Jana Preissová was offered the title role, but turned it down because she was pregnant at the time. Libuše Šafránková was cast instead.

== Production ==
The film was originally going to be set during warm weather, but director Václav Vorlíček suggested setting the film in winter instead and delayed filming for months.

Screenwriter František Pavlíček was blacklisted by the Czechoslovak government at the time the film was made. He was credited under a pseudonym instead, with the Barrandov Studio head and the director keeping his identity secret.

Theodor Pištěk and Günter Schmidt designed the costumes for the film. Theodor designed for the main and memorable characters (Cinderella, the Prince, the King, the Queen, the Stepmother, the Stepsister and Princess Droběna) while Günter designed for all other ones.

The film was shot between December 11, 1972 and March 29, 1973 at the DEFA studios in Potsdam-Babelsberg (Brandenburg), Moritzburg Castle in Saxony, in the Barrandov studios in Prague, and in various places in Bohemia in what was then Czechoslovakia, including the Švihov castle in western Bohemia and the Bohemian Forest.

== Release ==
The film's gala premiere was held at the Sevastopol cinema in Prague on October 26, 1973. After being theatrically released in Soviet Union on November 1, 1973 and in Czechoslovakia on November 16, the film had its international premiere in East Berlin in March 1974.

== International history ==
The BBC serialized the film in three thirty-minute segments under the title Three Gifts for Cinderella in 1974, adding English-language narration rather than dubbing the dialogue.

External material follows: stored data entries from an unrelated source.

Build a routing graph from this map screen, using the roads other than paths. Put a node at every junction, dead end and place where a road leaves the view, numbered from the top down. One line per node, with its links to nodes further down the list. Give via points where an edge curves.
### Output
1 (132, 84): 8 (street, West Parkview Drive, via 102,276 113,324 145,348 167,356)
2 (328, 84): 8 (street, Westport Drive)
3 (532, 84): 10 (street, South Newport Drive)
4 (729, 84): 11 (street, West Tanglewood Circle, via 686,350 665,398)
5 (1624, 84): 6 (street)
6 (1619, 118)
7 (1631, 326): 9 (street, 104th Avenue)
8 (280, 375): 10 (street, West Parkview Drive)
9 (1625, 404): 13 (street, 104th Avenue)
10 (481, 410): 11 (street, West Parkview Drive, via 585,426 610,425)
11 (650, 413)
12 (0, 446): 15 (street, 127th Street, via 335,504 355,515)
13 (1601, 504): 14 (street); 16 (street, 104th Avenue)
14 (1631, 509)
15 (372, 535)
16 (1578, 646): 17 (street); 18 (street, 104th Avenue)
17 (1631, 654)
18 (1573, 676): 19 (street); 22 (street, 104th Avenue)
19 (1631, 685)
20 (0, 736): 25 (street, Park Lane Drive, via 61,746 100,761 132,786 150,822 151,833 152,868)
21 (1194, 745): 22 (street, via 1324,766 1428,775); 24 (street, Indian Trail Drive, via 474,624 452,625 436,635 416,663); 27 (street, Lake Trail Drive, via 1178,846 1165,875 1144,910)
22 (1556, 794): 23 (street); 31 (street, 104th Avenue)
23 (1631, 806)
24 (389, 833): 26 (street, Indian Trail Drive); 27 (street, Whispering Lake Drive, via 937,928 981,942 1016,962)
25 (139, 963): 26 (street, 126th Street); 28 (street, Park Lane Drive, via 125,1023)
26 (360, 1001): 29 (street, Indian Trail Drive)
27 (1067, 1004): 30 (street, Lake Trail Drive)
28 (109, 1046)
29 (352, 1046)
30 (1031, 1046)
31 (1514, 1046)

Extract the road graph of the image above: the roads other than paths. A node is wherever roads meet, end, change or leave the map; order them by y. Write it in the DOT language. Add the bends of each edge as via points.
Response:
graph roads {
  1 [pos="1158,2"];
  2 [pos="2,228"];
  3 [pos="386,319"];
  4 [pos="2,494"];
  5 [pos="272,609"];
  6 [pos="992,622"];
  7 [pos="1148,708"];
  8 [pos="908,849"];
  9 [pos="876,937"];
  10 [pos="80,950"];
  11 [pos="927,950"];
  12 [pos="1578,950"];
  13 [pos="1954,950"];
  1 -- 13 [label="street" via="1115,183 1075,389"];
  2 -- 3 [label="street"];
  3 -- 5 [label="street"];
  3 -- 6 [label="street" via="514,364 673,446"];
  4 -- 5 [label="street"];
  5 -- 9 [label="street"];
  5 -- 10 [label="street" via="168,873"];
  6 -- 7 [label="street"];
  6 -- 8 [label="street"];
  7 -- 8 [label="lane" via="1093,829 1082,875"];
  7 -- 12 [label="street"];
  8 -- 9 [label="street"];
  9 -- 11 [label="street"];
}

Another English dub was made in the United States and the film was edited down to an hour, to be shown on the CBS Children's Film Festival miniseries, three times in 1974 through 1976. The American English dub was also shown in Canada on CBC Television (CBHT Halifax / CBIT Sydney / CBCT Charlottetown) in the Maritimes on 18 November 1978 and 10 March 1979.
The film has become a holiday classic in several European countries.

The film is broadcast on TV during the Christmas season every year in the Czech Republic, Slovakia, Germany and Norway. It is also popular in Austria, Spain, the United Arab Emirates and the Philippines. In some countries, there are multiple broadcasts during December. This film's status has been likened to that held by Frank Capra's 1946 It's a Wonderful Life in the United States as a holiday staple.

This movie was released in Japan on VHS with Japanese dubbing. In 1977, it premiered in Catalonia with Catalan dubbing. It was the first time that a product oriented towards children was translated into that language.

== Soundtrack ==
The soundtrack was composed by Karel Svoboda. The love theme, Kdepak ty ptáčku hnízdo máš ("Where Is Your Nest, Little Bird?"), was sung by Czech pop singer Karel Gott.

==Digital restoration==
With financial and technical support from Norway and its authorities, the Czech Film Archive and the National Library in Mo i Rana, Tři oříšky pro Popelku was restored, with digitally remastered picture quality. The project was financed through the EEA and Norway Grants which represent Norway's contribution to social and economic cohesion in the European Economic Area (EEA). Norway has granted just under 7.5 million NOK for efforts to digitize ten older Czech films. The digitization was completed by December 2015.

== Home video releases ==
Czech, Norwegian and German DVDs are available. A region-free DVD with a monophonic Czech audio track was released in the United Kingdom by Second Run in December 2016.

A Blu-ray edition with stereo Czech audio was also released in December 2016.

== Remake ==
A Norwegian remake of the film, Tre nøtter til Askepott, was released on 12 November 2021, starring Astrid S and Cengiz Al in the two lead roles and featuring Kristofer Hivju.